D. – Tanti cristiani, anziani, giovani, donne, bambini,
uccisi nel silenzio della storia...
R. – In questo
caso, il silenzio della storia recentemente si sta aprendo ed è molto significativo
questo. Il Giappone, il giorno della proclamazione, è riuscito a radunare insieme,
in questa città - già di per se stessa una città simbolo, Nagasaki, per la bomba atomica
- una grande folla: 30 mila persone. Non hanno partecipato solo i cristiani, ma anche
i membri delle altre fedi religiose, delle altre spiritualità, convinti tutti dell'alto
valore di testimonianza offerto da questa gente, che ha creduto, fino a mettere in
gioco la propria esistenza, nella propria fede. Quindi, è stato un momento di grande
grazia in Giappone.
D. – Lei ha partecipato in quanto
direttore del Museo Missionario Etnologico...
R.
– Ero stato nominato dal cardinale Lajolo per curare la mostra. Visto che la mostra
avveniva in un contesto culturale diverso e che il Museo Missionario Etnologico si
interessa proprio di un panorama a 360 gradi, di quelle che sono le culture del mondo,
il cardinale mi ha detto: “Penso che lei sia la persona più adatta per seguire questo
evento”. Il Museo Missionario Etnologico è il Museo del Vaticano forse meno conosciuto.

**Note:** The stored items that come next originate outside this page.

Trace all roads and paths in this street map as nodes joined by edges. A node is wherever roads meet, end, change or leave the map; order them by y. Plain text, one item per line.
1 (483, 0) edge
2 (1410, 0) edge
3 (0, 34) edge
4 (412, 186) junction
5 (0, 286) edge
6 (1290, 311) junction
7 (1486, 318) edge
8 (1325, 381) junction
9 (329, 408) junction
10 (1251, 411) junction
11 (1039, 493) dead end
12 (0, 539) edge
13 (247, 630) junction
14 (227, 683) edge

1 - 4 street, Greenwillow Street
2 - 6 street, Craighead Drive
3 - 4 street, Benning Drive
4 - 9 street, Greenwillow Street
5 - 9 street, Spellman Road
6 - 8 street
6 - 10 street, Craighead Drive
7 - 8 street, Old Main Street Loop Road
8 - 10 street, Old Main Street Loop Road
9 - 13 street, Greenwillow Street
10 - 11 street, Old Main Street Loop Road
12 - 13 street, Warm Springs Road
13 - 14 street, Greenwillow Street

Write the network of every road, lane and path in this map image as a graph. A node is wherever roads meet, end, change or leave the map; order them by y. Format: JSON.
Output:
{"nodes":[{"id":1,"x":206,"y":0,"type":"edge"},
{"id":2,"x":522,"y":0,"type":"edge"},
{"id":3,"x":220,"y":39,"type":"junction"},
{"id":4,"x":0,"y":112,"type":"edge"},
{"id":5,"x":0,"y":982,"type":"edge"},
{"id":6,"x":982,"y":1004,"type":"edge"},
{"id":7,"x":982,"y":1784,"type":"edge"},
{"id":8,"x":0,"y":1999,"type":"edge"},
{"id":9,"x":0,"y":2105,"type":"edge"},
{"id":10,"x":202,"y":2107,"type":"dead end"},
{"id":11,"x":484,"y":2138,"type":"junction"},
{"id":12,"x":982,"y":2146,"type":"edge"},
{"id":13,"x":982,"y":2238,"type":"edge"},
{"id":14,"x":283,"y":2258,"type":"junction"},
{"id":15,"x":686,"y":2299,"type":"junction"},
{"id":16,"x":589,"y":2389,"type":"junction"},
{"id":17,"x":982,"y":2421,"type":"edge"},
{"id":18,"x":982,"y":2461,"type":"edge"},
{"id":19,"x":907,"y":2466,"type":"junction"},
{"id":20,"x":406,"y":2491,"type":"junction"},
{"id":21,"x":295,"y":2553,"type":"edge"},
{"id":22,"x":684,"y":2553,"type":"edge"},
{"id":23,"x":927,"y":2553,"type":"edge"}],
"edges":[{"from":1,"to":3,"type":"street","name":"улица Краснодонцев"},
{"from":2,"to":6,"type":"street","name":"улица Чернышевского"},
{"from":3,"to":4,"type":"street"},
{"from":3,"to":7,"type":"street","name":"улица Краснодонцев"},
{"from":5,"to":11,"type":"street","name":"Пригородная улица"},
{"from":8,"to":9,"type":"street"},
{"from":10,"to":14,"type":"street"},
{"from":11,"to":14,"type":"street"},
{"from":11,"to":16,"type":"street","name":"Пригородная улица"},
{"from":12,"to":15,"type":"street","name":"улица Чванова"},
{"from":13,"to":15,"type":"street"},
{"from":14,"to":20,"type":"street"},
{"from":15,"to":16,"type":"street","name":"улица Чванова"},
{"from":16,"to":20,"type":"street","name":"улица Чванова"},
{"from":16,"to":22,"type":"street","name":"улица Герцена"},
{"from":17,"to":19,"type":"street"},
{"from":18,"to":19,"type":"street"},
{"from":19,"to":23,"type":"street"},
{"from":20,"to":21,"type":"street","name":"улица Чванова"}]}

E’ uno dei Musei che oggi risponde a caratteristiche fondamentali, visto che si parla
delle tradizioni di tutto il mondo, di popoli e culture diverse. Oggi credo che la
conoscenza degli altri sia fondamentale per poter aprire un dialogo con tutti. In
Giappone, questo si è verificato, anche per il modo di vivere il rapporto con gli
altri. Oggi penso che il Museo Missionario Etnologico sia un Museo di grande attualità,
perché mette in evidenza la missionarietà della Chiesa, non misconosce le tradizioni
degli altri e nello stesso tempo è un Museo che mette in evidenza la necessità di
conoscere le diverse culture, le diverse tradizioni, proprio per aprire, attraverso
la conoscenza, un dialogo nella reciprocità.